What are you doing now?
The last I heard you’d moved to Australia with that girl. I suppose you’re married with kids, but I struggle to understand the job you might be doing. I recall that you always did things with your hands.
Did life turn out like that for you?
I guess I’ll never know because we lost contact a long time ago.
How did we meet? You won’t remember, but I do.
A mutual friend said I needed a night out with the lads. He warned me about you. Said I wouldn’t like you because you were brash and needed to be the centre of attention.
I did like you, and for the next five years we got on extremely well.

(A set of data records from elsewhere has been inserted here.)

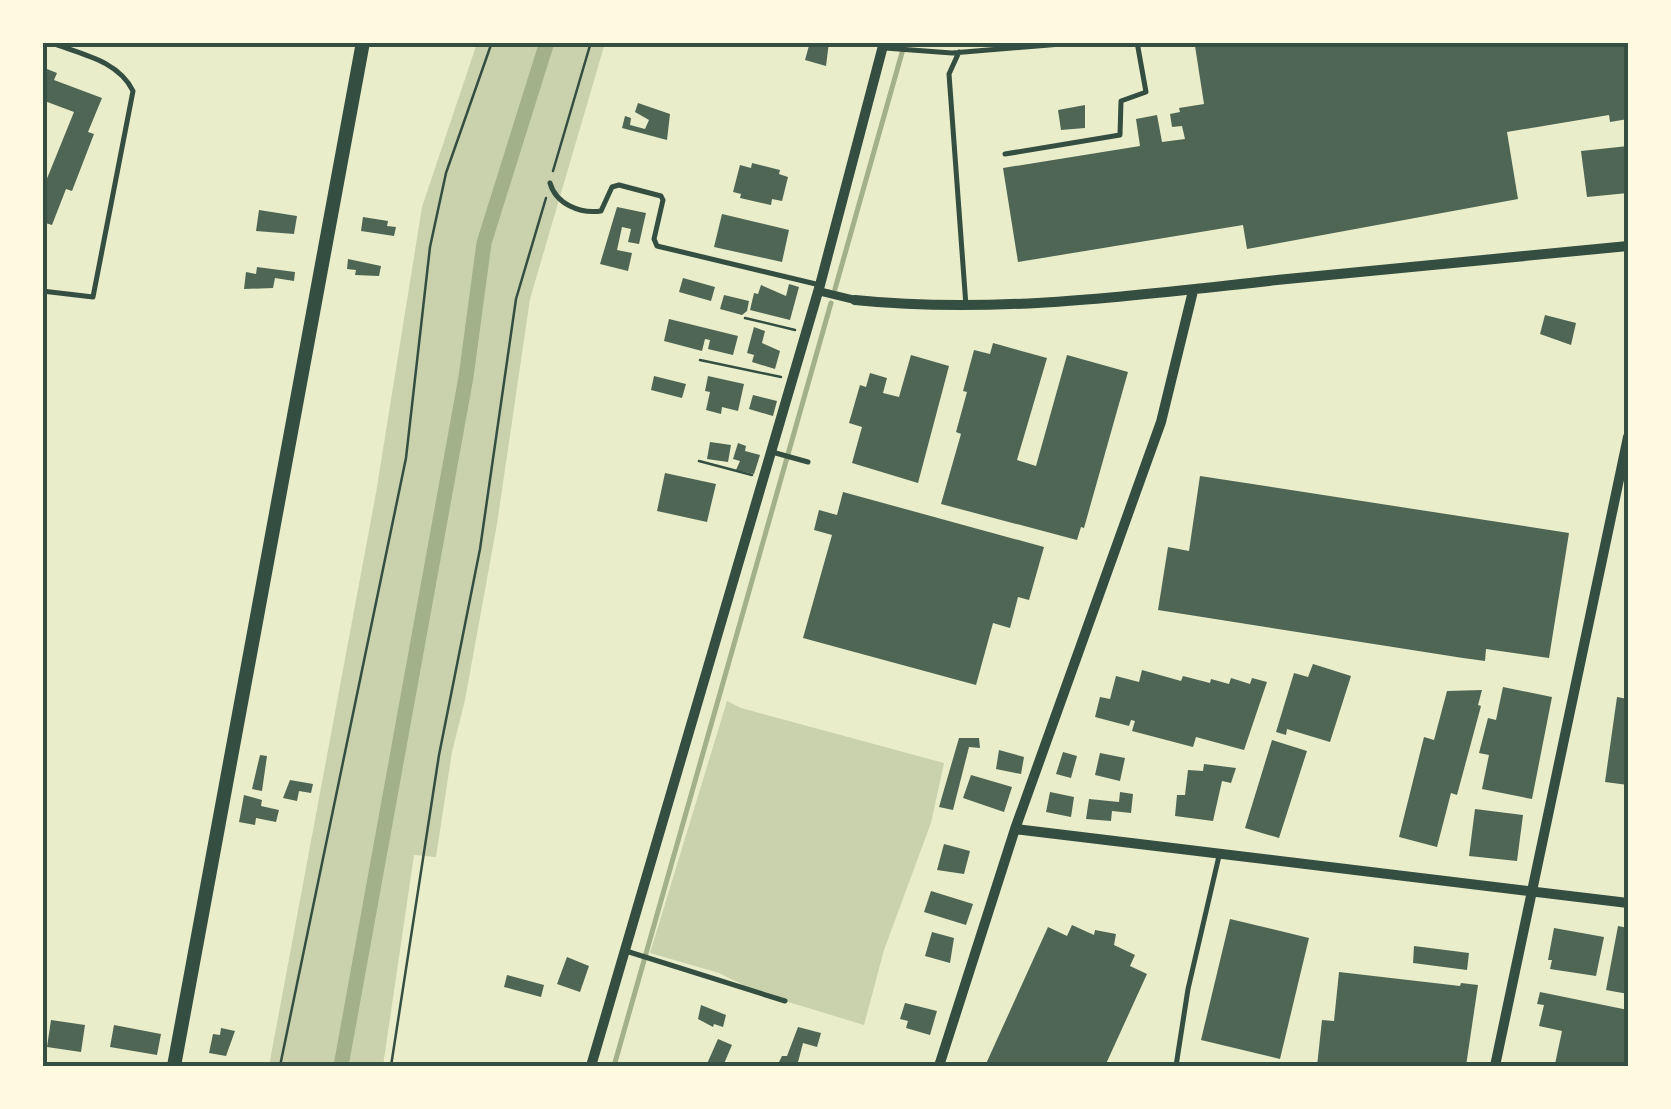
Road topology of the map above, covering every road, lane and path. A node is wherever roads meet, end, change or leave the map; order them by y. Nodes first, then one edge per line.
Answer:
1 (49, 42) edge
2 (363, 42) edge
3 (492, 42) edge
4 (592, 42) edge
5 (1086, 42) edge
6 (1137, 42) edge
7 (886, 46) edge
8 (959, 52) junction
9 (1005, 154) dead end
10 (550, 183) junction
11 (1628, 246) edge
12 (819, 288) junction
13 (42, 291) edge
14 (1194, 291) junction
15 (855, 300) joint
16 (966, 307) junction
17 (746, 318) dead end
18 (806, 333) junction
19 (700, 360) dead end
20 (792, 380) junction
21 (1628, 436) edge
22 (772, 452) junction
23 (699, 461) dead end
24 (808, 462) dead end
25 (763, 478) junction
26 (1015, 829) junction
27 (1219, 853) junction
28 (1534, 892) junction
29 (1628, 903) edge
30 (623, 950) junction
31 (785, 1002) dead end
32 (174, 1066) edge
33 (280, 1066) edge
34 (391, 1066) edge
35 (591, 1066) edge
36 (940, 1066) edge
37 (1176, 1066) edge
38 (1495, 1066) edge

1 - 13 lane
2 - 32 main road
3 - 33 path
4 - 10 path
5 - 8 lane
6 - 9 lane
7 - 8 lane
7 - 12 street
8 - 16 lane
10 - 12 lane
10 - 34 path
11 - 14 street
12 - 15 street
12 - 18 street
14 - 16 street
14 - 26 street
15 - 16 street
17 - 18 path
18 - 20 street
19 - 20 path
20 - 22 street
21 - 28 street
22 - 24 lane
22 - 25 street
23 - 25 path
25 - 30 street
26 - 27 street
26 - 36 street
27 - 28 street
27 - 37 lane
28 - 29 street
28 - 38 street
30 - 31 lane
30 - 35 street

Do you remember when we asked girls which of us was better looking? They always said it was me, and I said it was because I was tall and you were short, and that your nose bent slightly to the left. I said they found you loud and intimidating. A boy of the working classes. And you laughed and always told me to fuck off.
That was the problem. I didn’t see it then, but I do now. You never liked being second best. Dare I say that you were jealous.
I remember the time I took a friend’s sister out. “Never go out with a mate’s sister,” you told me. That was good advice, but you did better. You secretly dated your best friend’s Aussie girlfriend, and the days of the young lions came to a messy end.
Let me tell you something.
You never had any reason to be envious.
I remember a rainy bank holiday and we played football. Afterwards, you invited me back to your house to dry myself and watch your Dad’s secret stash of porn movies.
I remember sitting on your Mum’s sofa while you sat on the floor and couldn’t take your eyes off the TV screen. You took off your wet trackie bottoms and stretched out on the carpet. That aroused me more than anything else, and for the first time I realised that I was probably in love with you. I thought that you might have been in love with me too. But we were too masculine to ever say it.
This is my fondest memory, because when I think about you now, I only remember three other events.
One.
We were walking down a dark Spanish street and you stopped and turned to me. You said nothing, looked into my eyes, and punched me in the face.
Two.
There was the time that you pushed me over a wall, and I fell backwards down a muddy slope and into a river.
Three.
When we were playing football, we both went up to head the ball. As we rose you deliberately elbowed me in the face and knocked me unconscious. I still have the indentation above my right eye to remind me.
And yet, I forgave you for those lapses because I realised that you were made to feel second best again. I guess that was my fault.
The last time I saw you was when you’d been ostracised for stealing your mate’s girlfriend.
I was in a bar with a friend and you both walked in. You nodded like I was a stranger that you’d met for the first time. You slipped by and never said a word.
That is the one thing I can never forgive you for.
I suspect that there was a reason for ignoring me. By this time I’d told my friends that I was gay, but never told you. They were happy for me whilst also being pissed off because I could have had any girl I wanted.
I never told you, so never knew your reaction when you found out.
Were you happy for me? Did you love me as I loved you? Did I frighten you? Had I made you feel inadequate? Were you repulsed? Did I offend something that you believed in?
I would like to think that you’re the married man with kids that I’ve already described, and that you’re living in a big house in Australia.
And yet, I also worry that things didn’t turn out as well as you expected.
I thought about you sitting alone in an empty bar in a backstreet of Sydney. And in walked a wrinkled old woman who asked you to buy her a drink. She told you that you were good looking, and you spat on the floor and said, “I used to be good looking, but my mate was better looking than me.”